3.2.5.2 vg_lite_free

• Description

  This function deallocates a previously allocated buffer, freeing the memory for that buffer.

• Parameters

  vg_lite_buffer_t *buffer: Pointer to the buffer structure filled in by vg_lite_allocate.

3.2.5.3 vg_lite_buffer_upload

• Description

  This function uploads pixel data to GPU memory. Note that the format of the data (pixels) to be uploaded must be the same as described in the buffer object. The input data memory buffer should contain enough data to upload to the GPU buffer pointed to by the input parameter “buffer”.

• Parameters

  vg_lite_buffer_t *buffer: Pointer to the buffer structure filled in by vg_lite_allocate.

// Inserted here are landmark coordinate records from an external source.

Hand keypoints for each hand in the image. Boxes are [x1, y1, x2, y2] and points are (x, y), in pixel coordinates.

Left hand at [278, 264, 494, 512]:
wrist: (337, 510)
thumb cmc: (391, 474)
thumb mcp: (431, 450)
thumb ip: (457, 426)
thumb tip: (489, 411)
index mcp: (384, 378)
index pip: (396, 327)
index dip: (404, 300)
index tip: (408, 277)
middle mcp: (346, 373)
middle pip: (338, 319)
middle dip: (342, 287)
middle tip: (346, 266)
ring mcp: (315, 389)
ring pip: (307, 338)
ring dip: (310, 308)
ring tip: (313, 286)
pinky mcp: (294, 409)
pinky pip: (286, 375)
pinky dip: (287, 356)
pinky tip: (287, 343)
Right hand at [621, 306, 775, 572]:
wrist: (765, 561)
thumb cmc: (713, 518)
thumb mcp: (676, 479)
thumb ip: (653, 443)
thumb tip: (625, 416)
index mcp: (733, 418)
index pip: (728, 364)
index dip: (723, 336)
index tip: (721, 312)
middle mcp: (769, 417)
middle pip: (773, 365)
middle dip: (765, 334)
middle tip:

  uint8_t *data[3]: Pointer to the pixel data.

  uint32_t stride[3]: Row stride of the pixel data.

3.2.5.4 vg_lite_map

• Description

  This function is used to import DMABUF into the GPU for use. Before calling, configure the buffer’s width, height, format, stride, and memory properties. For specific usage, refer to the vglite_drm example.

• Parameters

  vg_lite_buffer_t *buffer: Pointer to the buffer structure filled in by vg_lite_allocate.

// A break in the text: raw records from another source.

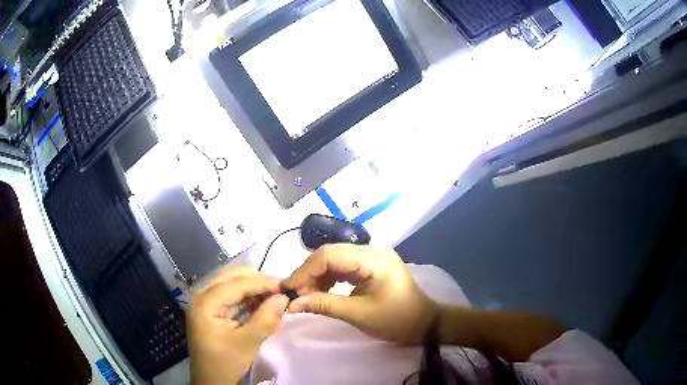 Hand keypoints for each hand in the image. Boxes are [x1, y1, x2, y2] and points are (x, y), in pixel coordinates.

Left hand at [188, 268, 288, 384]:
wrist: (211, 381)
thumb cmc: (225, 363)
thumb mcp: (247, 343)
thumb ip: (266, 319)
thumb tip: (284, 297)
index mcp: (205, 303)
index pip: (235, 283)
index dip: (261, 282)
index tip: (285, 285)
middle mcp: (202, 296)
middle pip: (231, 278)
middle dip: (257, 282)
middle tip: (281, 290)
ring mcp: (206, 303)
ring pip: (232, 285)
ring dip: (254, 289)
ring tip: (275, 296)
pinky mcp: (212, 311)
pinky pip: (232, 297)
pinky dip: (248, 298)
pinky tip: (263, 303)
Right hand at [282, 244, 438, 344]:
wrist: (425, 325)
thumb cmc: (397, 320)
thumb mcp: (359, 314)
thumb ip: (324, 305)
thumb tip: (292, 304)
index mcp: (372, 258)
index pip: (329, 255)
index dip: (305, 271)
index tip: (288, 289)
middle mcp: (371, 251)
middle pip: (330, 254)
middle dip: (308, 273)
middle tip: (292, 293)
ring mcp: (372, 258)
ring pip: (334, 260)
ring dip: (317, 277)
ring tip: (304, 295)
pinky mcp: (370, 268)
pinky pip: (343, 268)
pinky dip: (328, 279)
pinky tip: (319, 292)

  vg_lite_map_flag_t flag: Currently only supports VG_LITE_MAP_DMABUF.

  int32_t fd: DMABUF fd.

3.2.5.5 vg_lite_unmap

• Description

  This function unmaps the buffer and frees any memory resources previously allocated by vg_lite_map.

• Parameters

  vg_lite_buffer_t *buffer: Pointer to the buffer structure filled in by vg_lite_map.

3.2.5.6 vg_lite_set_CLUT

• Description

  This function sets the color lookup table (CLUT) for indexed color images in the context state. Once the CLUT is set (non-null), the image pixel colors used for rendering indexed format images will be obtained from the color lookup table (CLUT) based on the pixel’s color index value.

• Parameters

  uint32_t count: Number of colors in the color lookup table.

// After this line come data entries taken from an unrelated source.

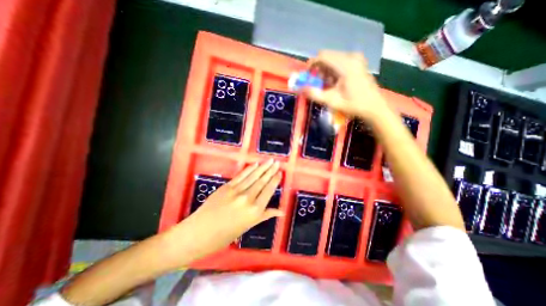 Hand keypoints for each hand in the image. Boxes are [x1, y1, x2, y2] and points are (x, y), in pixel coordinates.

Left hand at [169, 160, 283, 261]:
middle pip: (262, 181)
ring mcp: (236, 191)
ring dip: (262, 167)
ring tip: (270, 160)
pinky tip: (255, 164)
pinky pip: (241, 176)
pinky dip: (249, 169)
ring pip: (253, 176)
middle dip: (271, 170)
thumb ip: (265, 215)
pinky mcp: (227, 187)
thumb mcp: (247, 226)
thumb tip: (281, 211)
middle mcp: (248, 198)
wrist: (198, 234)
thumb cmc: (225, 235)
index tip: (280, 172)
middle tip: (277, 162)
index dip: (275, 180)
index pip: (268, 191)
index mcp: (254, 211)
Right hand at [303, 50, 387, 120]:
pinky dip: (333, 70)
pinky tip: (335, 82)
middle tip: (318, 83)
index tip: (307, 75)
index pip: (323, 56)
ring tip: (327, 85)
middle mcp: (351, 57)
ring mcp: (357, 59)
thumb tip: (301, 89)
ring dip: (326, 70)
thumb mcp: (331, 101)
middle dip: (319, 69)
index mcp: (345, 65)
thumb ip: (315, 94)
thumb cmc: (353, 105)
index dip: (312, 64)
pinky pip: (340, 61)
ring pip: (333, 59)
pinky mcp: (358, 62)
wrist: (373, 107)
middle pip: (327, 56)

  For INDEX_1, the table can have up to 2 colors.

  For INDEX_2, the table can have up to 4 colors.

  For INDEX_4, the table can have up to 16 colors.

  For INDEX_8, the table can have up to 256 colors.

  uint32_t *colors: Pointer to the color lookup table (CLUT) to be stored in the context and programmed into the command buffer when needed. The CLUT will not take effect until the command buffer is submitted to the hardware. Colors are in ARGB format, with A in the highest bit.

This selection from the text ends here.